Enter Ryan Simmons, the projected starting middle linebacker on a rebuilding Cowboy defense.
“It doesn’t bother me to say something,” he said.
But that’s just how Simmons operates. Coaches and teammates agree his leadership style is strict and upfront — to the point where defensive coordinator Glenn Spencer said Simmons is “not in the locker room to make buddies.”
“Ryan is a no BS kind of guy,” defensive back Deric Robertson said. “If you’re not in it to win it, he doesn’t want you around. If your goals are not oriented toward the team and trying to make the defense better, or the overall team in general, he doesn’t want you around.”
That passion has only amplified since Simmons was ushered into the spotlight, Spencer said, during winter workouts after the Cotton Bowl loss to Missouri. That was the first time Simmons wasn’t in the shadow of Caleb Lavey or Shaun Lewis.
“(Simmons) couldn’t be that guy who just reacted off their emotions and their leadership,” Spencer said. “It was his and he grabbed it with both reins.”
And Simmons’ leadership style is certainly different than his predecessor. He said Lavey’s passion for the game was among the best he’d seen, but his interaction with teammates could be equally lighthearted. As Simmons puts it, Lavey was a “cool spirit all around” and could hold 30-minute conversations with everyone on the team.
“I guess I’m just a little more intense,” Simmons said. “I take a lot more things serious. I’m straight to the point. Be about your business.”
Simmons is the leading tackler among all returning Cowboys in 2014 after starting every game at outside linebacker last year. That should be enough to grab the attention and respect of a rebuilt defense that will feature more new faces than returning starters.

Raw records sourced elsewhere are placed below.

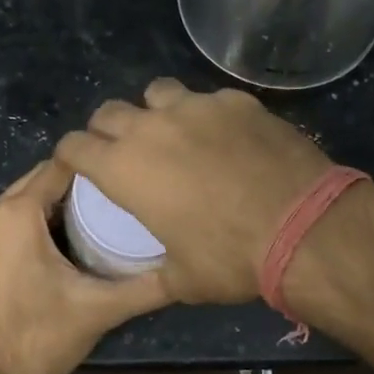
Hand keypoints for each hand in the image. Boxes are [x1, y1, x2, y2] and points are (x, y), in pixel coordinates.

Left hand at [0, 160, 170, 373]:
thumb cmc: (37, 337)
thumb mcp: (99, 309)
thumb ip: (145, 287)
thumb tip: (186, 272)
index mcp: (16, 213)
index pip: (60, 166)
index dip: (94, 167)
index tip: (124, 176)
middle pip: (38, 181)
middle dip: (75, 186)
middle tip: (116, 200)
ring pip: (20, 202)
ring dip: (53, 206)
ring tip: (94, 221)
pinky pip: (5, 224)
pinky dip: (30, 225)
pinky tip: (58, 248)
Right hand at [55, 79, 332, 304]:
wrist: (302, 226)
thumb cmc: (231, 259)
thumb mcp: (182, 280)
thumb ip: (155, 272)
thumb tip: (154, 276)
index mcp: (124, 169)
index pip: (74, 146)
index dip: (71, 155)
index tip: (78, 164)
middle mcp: (151, 128)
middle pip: (108, 111)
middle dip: (107, 130)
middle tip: (124, 151)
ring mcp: (195, 107)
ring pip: (157, 92)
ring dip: (155, 111)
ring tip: (174, 134)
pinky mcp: (236, 101)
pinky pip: (208, 99)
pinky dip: (206, 115)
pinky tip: (228, 138)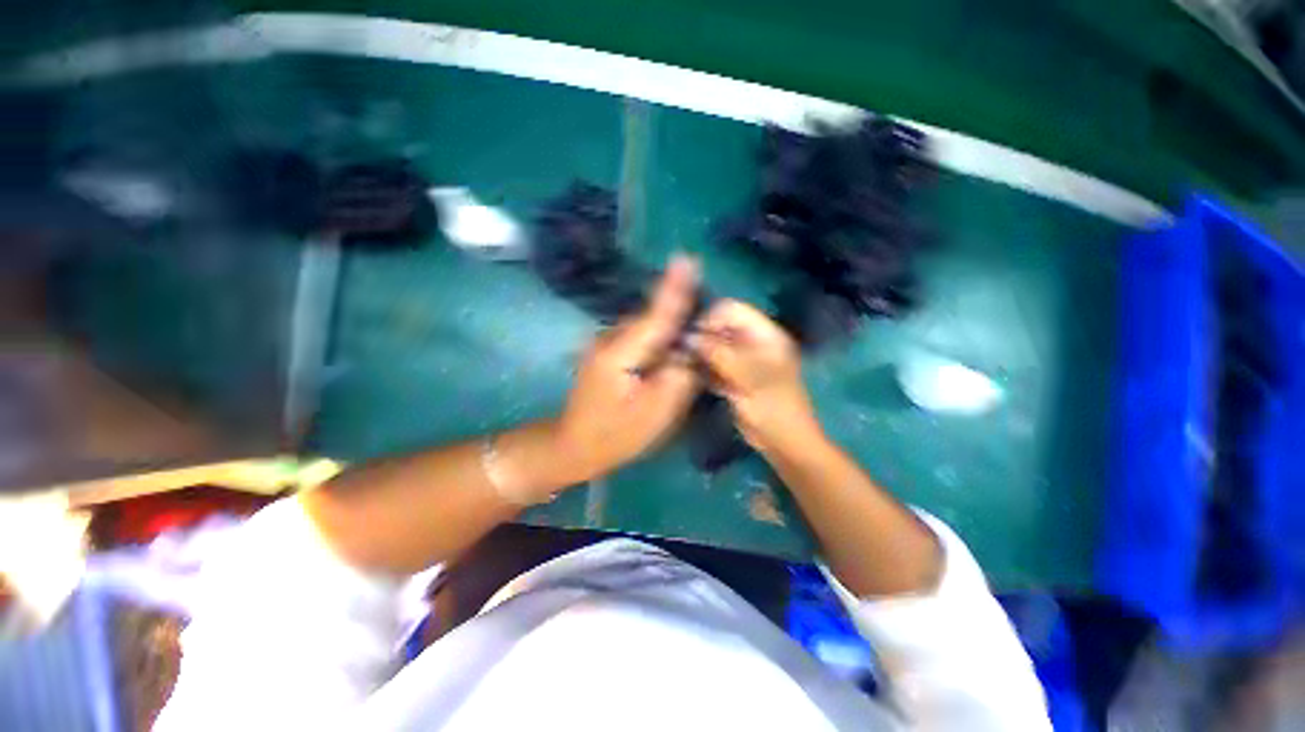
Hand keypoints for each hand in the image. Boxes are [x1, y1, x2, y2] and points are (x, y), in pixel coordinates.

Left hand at [552, 256, 701, 480]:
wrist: (574, 445)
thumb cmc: (615, 434)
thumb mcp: (655, 413)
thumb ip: (679, 377)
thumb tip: (692, 349)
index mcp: (619, 353)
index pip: (654, 316)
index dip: (673, 289)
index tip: (688, 258)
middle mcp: (610, 339)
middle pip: (653, 317)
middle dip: (680, 306)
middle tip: (711, 307)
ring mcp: (607, 343)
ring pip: (647, 326)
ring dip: (671, 322)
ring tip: (698, 324)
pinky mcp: (610, 351)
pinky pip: (641, 336)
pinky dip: (660, 336)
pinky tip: (675, 344)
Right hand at [689, 300, 820, 452]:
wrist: (784, 444)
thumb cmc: (773, 409)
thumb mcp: (748, 378)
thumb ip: (719, 354)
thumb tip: (689, 337)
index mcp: (764, 335)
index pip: (731, 310)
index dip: (710, 319)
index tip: (692, 338)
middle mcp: (752, 342)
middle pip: (720, 327)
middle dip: (702, 337)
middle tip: (685, 353)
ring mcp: (742, 360)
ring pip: (714, 346)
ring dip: (701, 354)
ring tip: (687, 365)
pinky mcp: (734, 376)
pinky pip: (714, 364)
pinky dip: (704, 368)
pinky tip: (695, 377)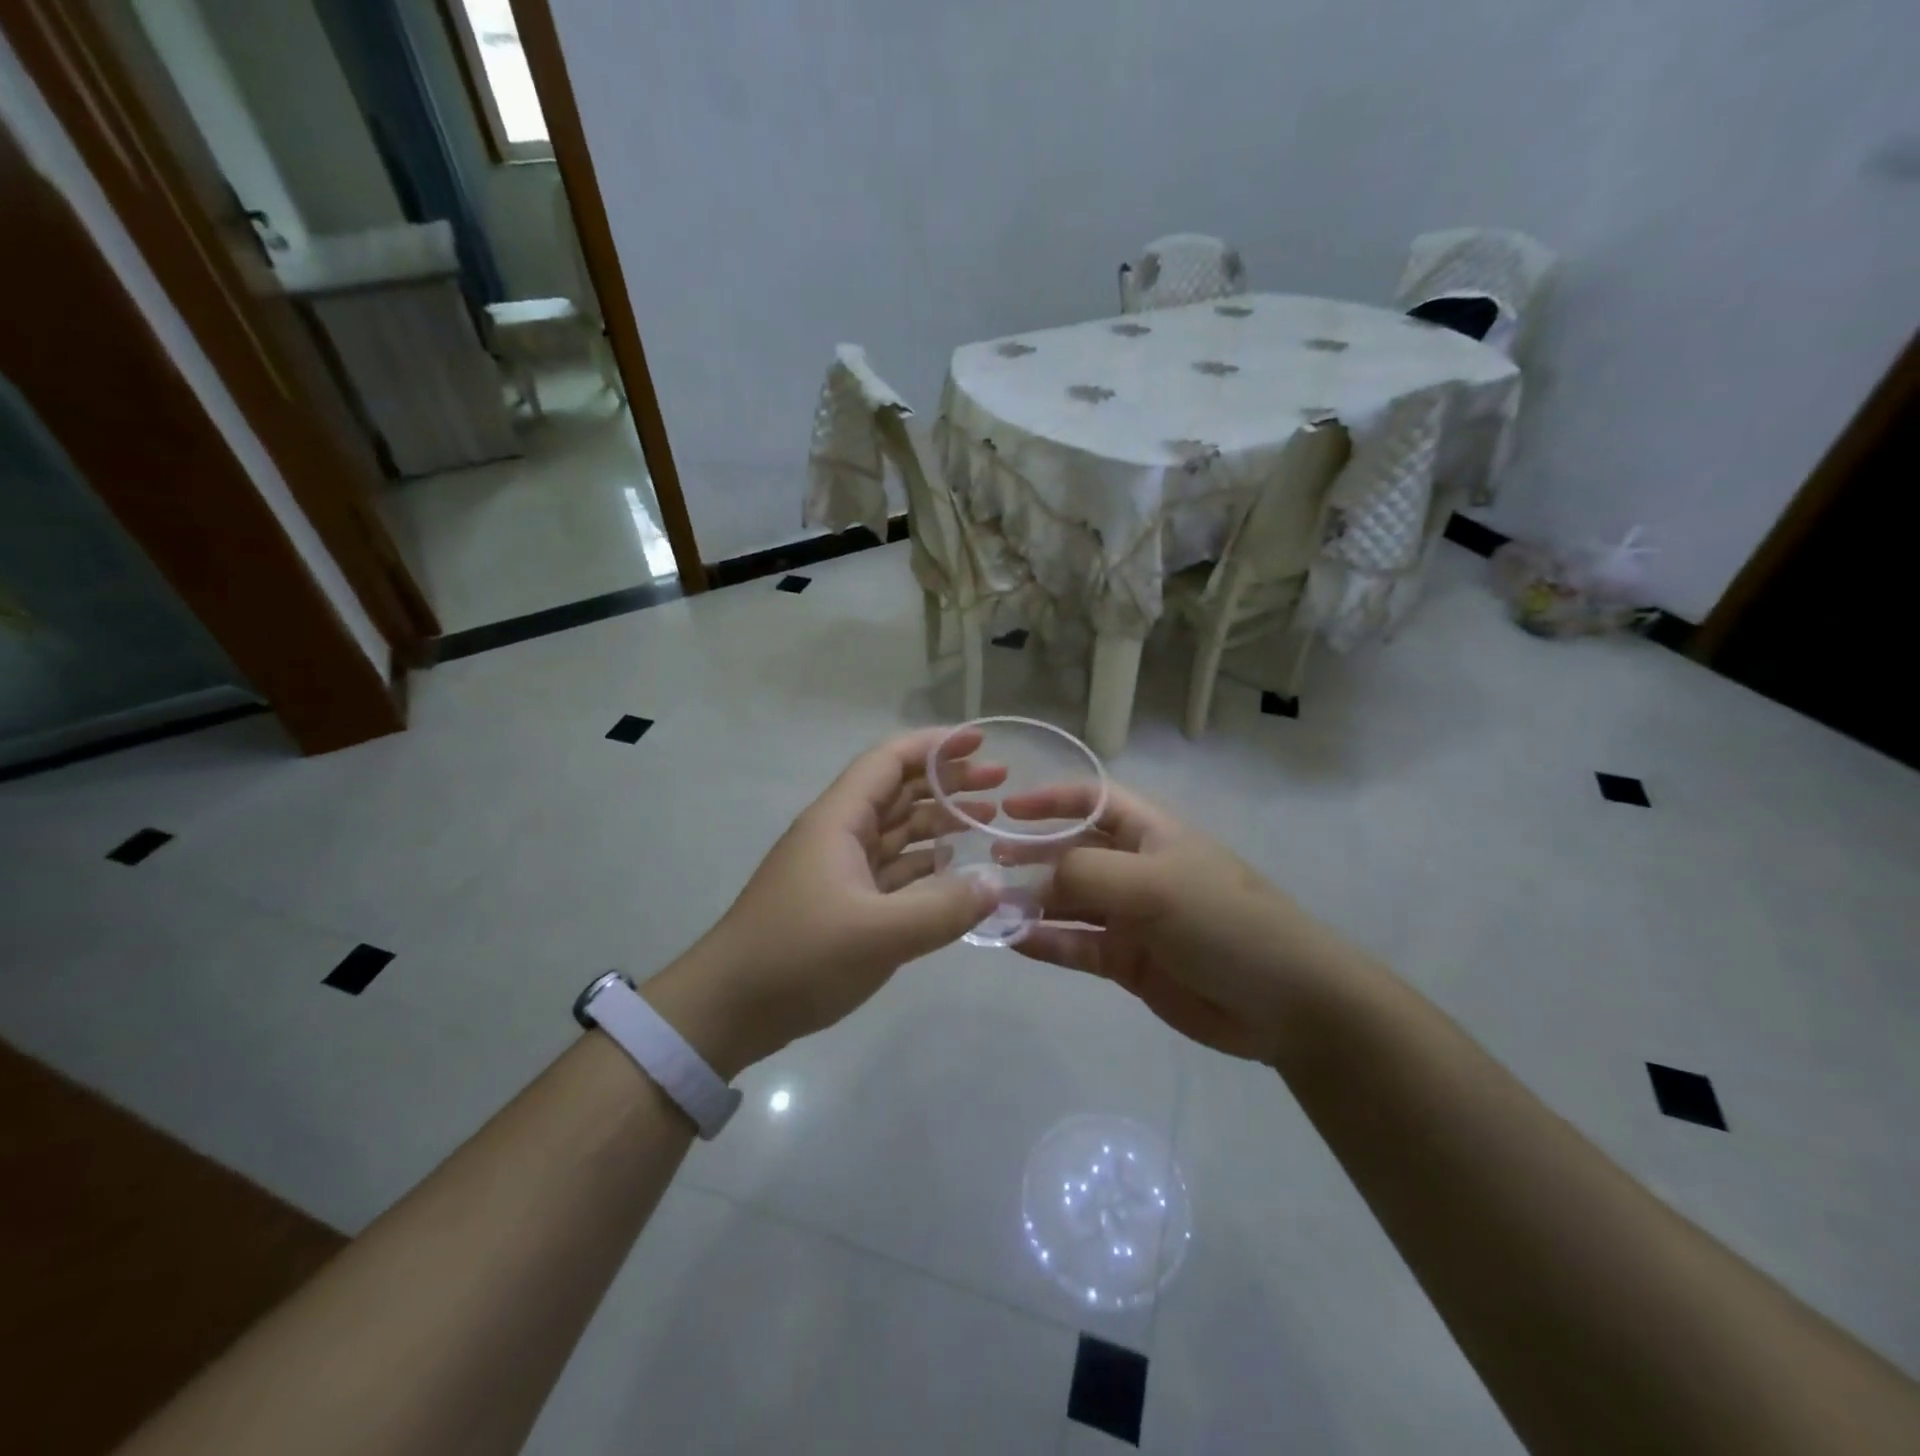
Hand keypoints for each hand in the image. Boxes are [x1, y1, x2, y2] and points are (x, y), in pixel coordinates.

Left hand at [642, 727, 1002, 1075]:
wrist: (729, 1010)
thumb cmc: (798, 957)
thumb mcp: (878, 934)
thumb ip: (943, 908)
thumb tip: (997, 885)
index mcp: (839, 821)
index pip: (889, 761)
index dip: (935, 746)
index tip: (981, 743)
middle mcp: (840, 835)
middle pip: (899, 792)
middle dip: (947, 782)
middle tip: (1000, 783)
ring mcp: (841, 871)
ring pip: (899, 832)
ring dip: (941, 823)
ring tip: (989, 821)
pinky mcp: (844, 904)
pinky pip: (895, 871)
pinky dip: (928, 866)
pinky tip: (958, 872)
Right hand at [1007, 782, 1360, 1062]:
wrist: (1285, 1003)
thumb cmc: (1224, 921)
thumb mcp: (1155, 884)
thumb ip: (1087, 873)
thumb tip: (1034, 880)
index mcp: (1149, 833)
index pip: (1092, 800)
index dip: (1050, 800)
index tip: (1006, 808)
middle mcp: (1135, 869)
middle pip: (1072, 852)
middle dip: (1031, 854)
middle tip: (986, 863)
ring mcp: (1130, 917)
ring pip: (1068, 902)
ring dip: (1031, 902)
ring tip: (988, 906)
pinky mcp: (1127, 961)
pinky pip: (1076, 945)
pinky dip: (1046, 942)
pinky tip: (1013, 940)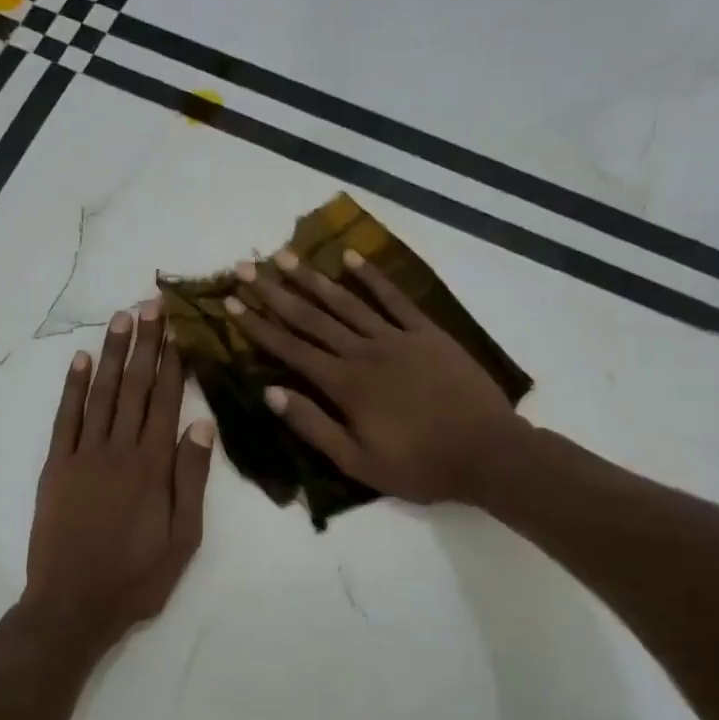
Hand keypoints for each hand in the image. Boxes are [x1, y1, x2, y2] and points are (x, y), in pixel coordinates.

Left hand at [22, 302, 214, 657]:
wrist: (73, 605)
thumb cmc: (137, 576)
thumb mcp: (184, 536)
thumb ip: (191, 479)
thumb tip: (202, 425)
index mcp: (153, 465)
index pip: (167, 400)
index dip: (174, 360)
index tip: (178, 326)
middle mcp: (119, 449)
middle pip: (136, 387)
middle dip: (146, 343)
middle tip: (152, 304)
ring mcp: (83, 455)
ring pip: (102, 393)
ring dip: (114, 354)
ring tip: (123, 318)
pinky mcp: (55, 467)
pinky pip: (65, 418)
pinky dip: (73, 387)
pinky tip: (82, 360)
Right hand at [226, 248, 526, 506]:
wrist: (487, 452)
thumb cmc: (419, 464)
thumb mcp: (358, 461)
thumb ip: (313, 426)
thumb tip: (271, 393)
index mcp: (345, 385)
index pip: (291, 349)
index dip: (258, 326)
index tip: (231, 303)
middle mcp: (364, 352)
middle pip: (312, 318)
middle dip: (275, 292)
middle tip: (247, 267)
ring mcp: (397, 337)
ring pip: (347, 302)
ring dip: (313, 278)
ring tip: (285, 255)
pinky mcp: (427, 332)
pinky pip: (394, 298)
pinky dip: (372, 276)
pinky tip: (351, 257)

When it’s not, or when Simmons feels like a certain attitude or action needs correcting, he’s not afraid to make his point clear.
“When it comes down to football and what’s really important to me, I’m strictly business,” Simmons said. “There have been some times where I’ve said some things … Like ‘look, we can’t afford that. We can’t afford you messing up because we need you on the field. You have to contribute as well.’”
It can be a harsh welcome for freshmen players who came into the program as former top recruits. But Robertson, a sophomore, said it’s had a positive effect on the younger classes of Cowboys.
“I feel like guys will flock to it more than anything, because they realize that he’s doing the same thing I’m trying to do,” Robertson said. “We’re trying to win games, win championships.”
Simmons is careful to be as supportive as he is critical. He said he doesn’t want to just be “that older guy just talking down to everybody.” But if that’s what it takes to mold a young defense, he’s willing to do it.
“(Simmons) is not afraid to speak his mind,” Spencer said. “If it costs him having a buddy in the locker room, because they don’t want to follow him when he tells them what he expects, he doesn’t care … I haven’t had many like that.”